Wyler believes today’s leanness means something different than before. “I think it’s much harder to be the cliché engineer in the garage,” he says. “It’s a lot tougher today to go on your own as a first-time entrepreneur. Team up with proven people with a proven process. Connect with the incubators, connect with the successful entrepreneurs who have relationships with investors, and recognize that fundraising is likely to take longer and require more creativity and persistence than in the past.”

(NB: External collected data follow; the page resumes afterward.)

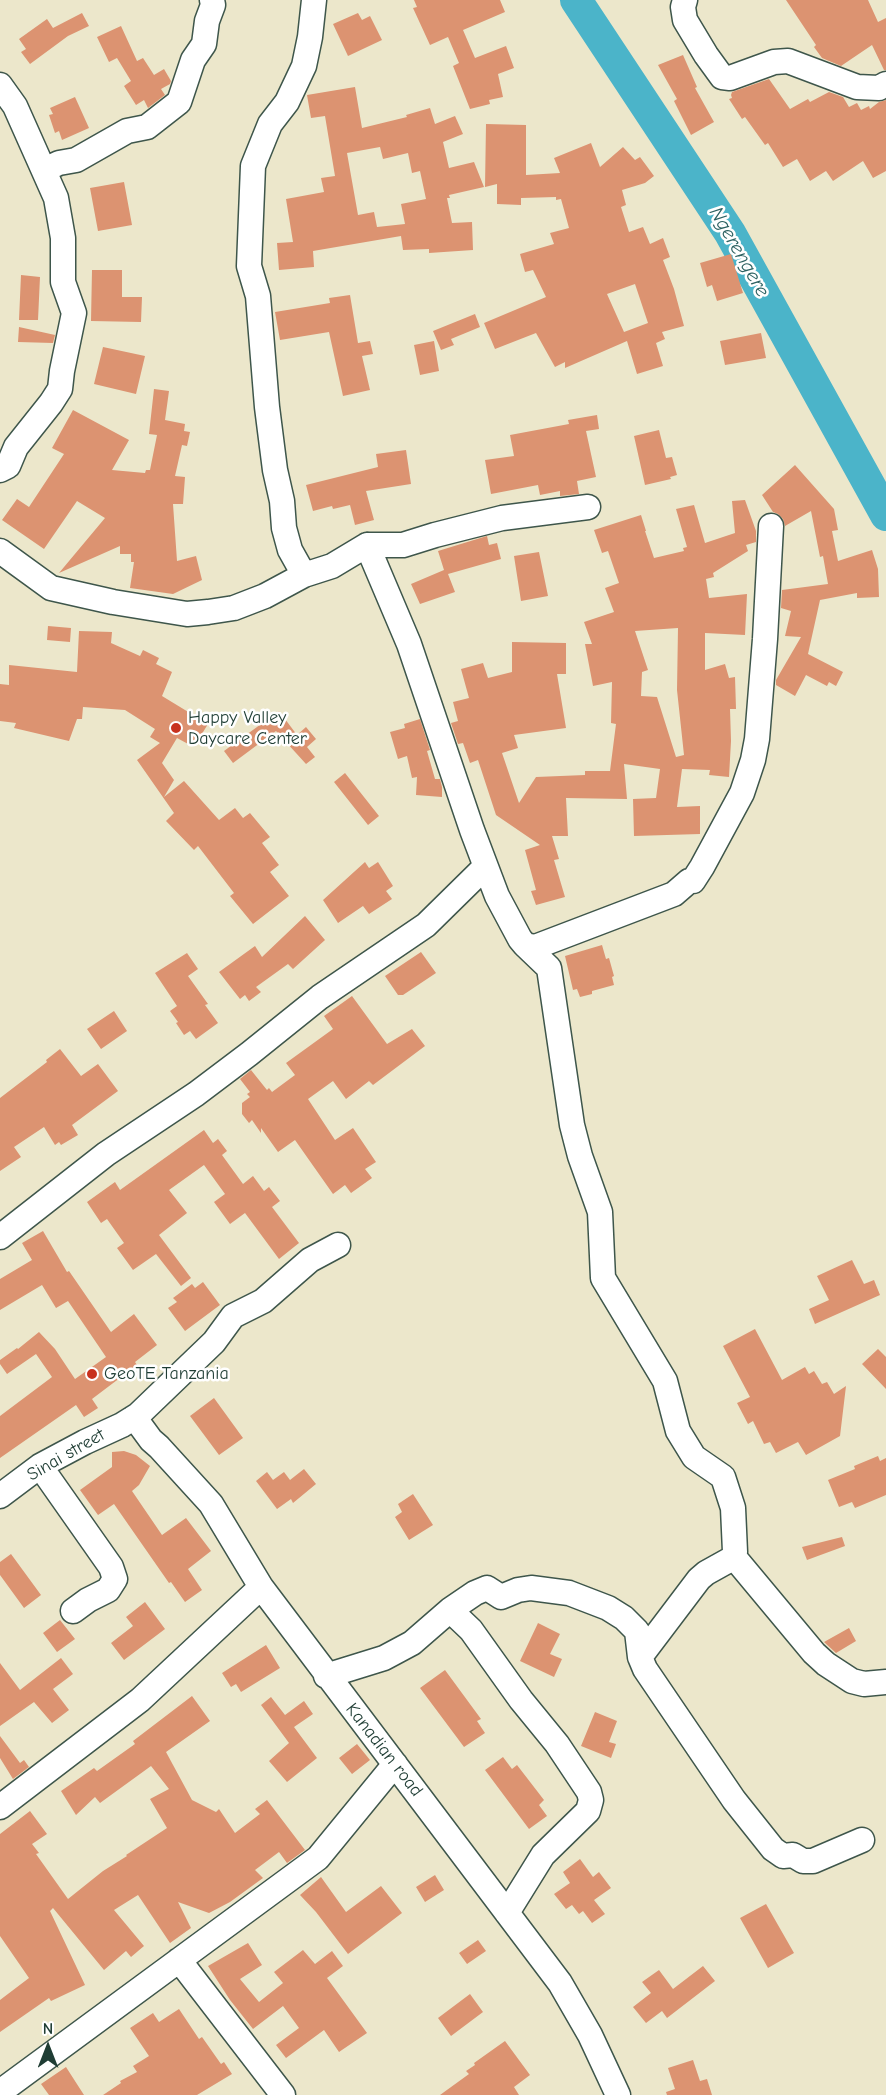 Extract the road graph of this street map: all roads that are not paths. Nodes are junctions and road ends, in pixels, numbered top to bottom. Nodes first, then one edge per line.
1 (212, 0) edge
2 (314, 0) edge
3 (685, 0) edge
4 (886, 84) edge
5 (0, 85) edge
6 (44, 170) junction
7 (0, 470) edge
8 (588, 507) dead end
9 (771, 526) dead end
10 (367, 545) junction
11 (0, 551) edge
12 (304, 575) junction
13 (485, 867) junction
14 (525, 945) junction
15 (0, 1237) edge
16 (338, 1245) dead end
17 (133, 1418) junction
18 (40, 1466) junction
19 (0, 1496) edge
20 (734, 1557) junction
21 (261, 1587) junction
22 (450, 1610) junction
23 (74, 1611) dead end
24 (640, 1657) junction
25 (326, 1676) junction
26 (886, 1682) edge
27 (395, 1764) junction
28 (0, 1807) edge
29 (862, 1840) dead end
30 (507, 1913) junction
31 (179, 1960) junction
32 (610, 2091) edge
33 (0, 2092) edge
34 (283, 2095) edge

1 - 6 street
2 - 12 street
3 - 4 street
5 - 6 street
6 - 7 street
8 - 10 street
9 - 14 street
10 - 12 street
10 - 13 street
11 - 12 street
13 - 14 street
13 - 15 street
14 - 20 street
16 - 17 street, Sinai street
17 - 18 street, Sinai street
17 - 21 street, Kanadian road
18 - 19 street, Sinai street
18 - 23 street
20 - 24 street
20 - 26 street
21 - 25 street, Kanadian road
21 - 28 street
22 - 24 street
22 - 25 street
22 - 30 street
24 - 29 street
25 - 27 street, Kanadian road
27 - 30 street, Kanadian road
27 - 31 street
30 - 32 street, Kanadian road
31 - 33 street
31 - 34 street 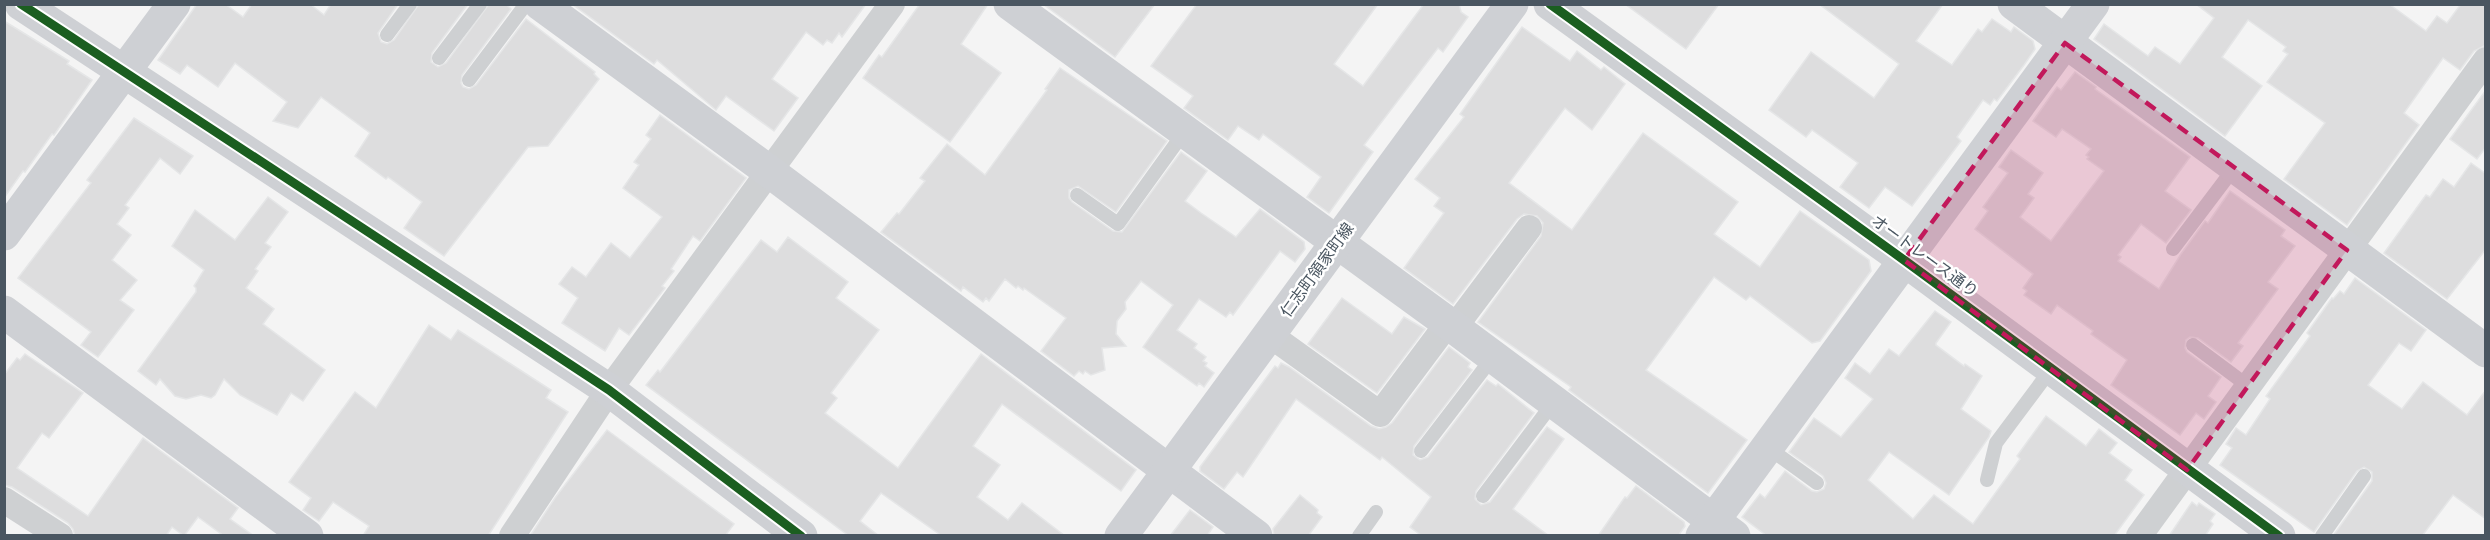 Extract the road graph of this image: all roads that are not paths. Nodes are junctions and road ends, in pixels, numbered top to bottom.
1 (21, 4) edge
2 (174, 4) edge
3 (410, 4) edge
4 (480, 4) edge
5 (526, 4) edge
6 (540, 4) edge
7 (892, 4) edge
8 (1010, 4) edge
9 (1512, 4) edge
10 (1550, 4) edge
11 (2014, 4) edge
12 (2093, 4) edge
13 (387, 36) dead end
14 (2065, 43) junction
15 (439, 58) dead end
16 (2486, 60) edge
17 (124, 70) junction
18 (469, 80) dead end
19 (1185, 131) junction
20 (2235, 167) junction
21 (770, 172) junction
22 (1077, 195) dead end
23 (1529, 228) dead end
24 (4, 234) edge
25 (1336, 243) junction
26 (2173, 249) dead end
27 (2346, 249) junction
28 (1904, 260) junction
29 (4, 312) edge
30 (1451, 326) junction
31 (1270, 335) junction
32 (2193, 345) dead end
33 (2486, 351) edge
34 (1493, 357) junction
35 (2052, 368) junction
36 (2248, 386) junction
37 (609, 390) junction
38 (1553, 403) junction
39 (1767, 447) junction
40 (1421, 451) dead end
41 (2187, 470) junction
42 (1169, 472) junction
43 (2364, 476) dead end
44 (1987, 480) dead end
45 (1817, 483) dead end
46 (1483, 496) dead end
47 (4, 500) edge
48 (1376, 512) dead end
49 (1716, 530) edge
50 (60, 536) edge
51 (308, 536) edge
52 (512, 536) edge
53 (801, 536) edge
54 (1121, 536) edge
55 (1256, 536) edge
56 (1359, 536) edge
57 (2139, 536) edge
58 (2279, 536) edge
59 (2322, 536) edge

1 - 17 street
2 - 17 street
3 - 13 lane
4 - 15 lane
5 - 18 lane
6 - 21 street
7 - 21 street
8 - 19 street
9 - 25 street, 仁志町領家町線
10 - 28 street, オートレース通り
11 - 14 street
12 - 14 street
14 - 20 street
14 - 28 street
16 - 27 street
17 - 24 street
17 - 37 street
19 - 22 lane
19 - 25 street
20 - 26 lane
20 - 27 street
21 - 37 street
21 - 42 street
23 - 30 street
25 - 30 street
25 - 31 street, 仁志町領家町線
27 - 33 street
27 - 36 street
28 - 35 street, オートレース通り
28 - 39 street
29 - 51 street
30 - 31 street
30 - 34 street
31 - 42 street, 仁志町領家町線
32 - 36 lane
34 - 38 street
34 - 40 lane
35 - 41 street, オートレース通り
35 - 44 lane
36 - 41 street
37 - 52 street
37 - 53 street
38 - 46 lane
38 - 49 street
39 - 45 lane
39 - 49 street
41 - 57 street
41 - 58 street, オートレース通り
42 - 54 street, 仁志町領家町線
42 - 55 street
43 - 59 lane
47 - 50 street
48 - 56 lane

Demographic trends still make the medical device business an attractive investment opportunity. “At the end of the day,” says Ferrari, “I still believe that healthcare is an important component to have in an asset allocation model because you can’t get away from the fact that the population of the world is growing older faster than at any other point in time. And we need healthcare. We want the best devices and drugs, and to go to the best medical centers. This is not going to change.”
“Be tenacious,” McGlynn advises medtech investors, because the industry is still healthy. “We continue to close a lot of early-stage rounds. This is a great age. There are some incredible ideas out there. I’ve seen that entrepreneurs need to be leaner. They’ve understood they have to move their products farther before they’re going to be eligible for venture financing. So I’m very bullish about the industry. For those who are tenacious and have a great idea, there’s going to be money.”
1. Medical Device User Fee Amendments of 2007 expire September 30, 2012. Congressional committees had planned to move legislation by April 2012 and have the new measures passed by both the Senate and House by early summer.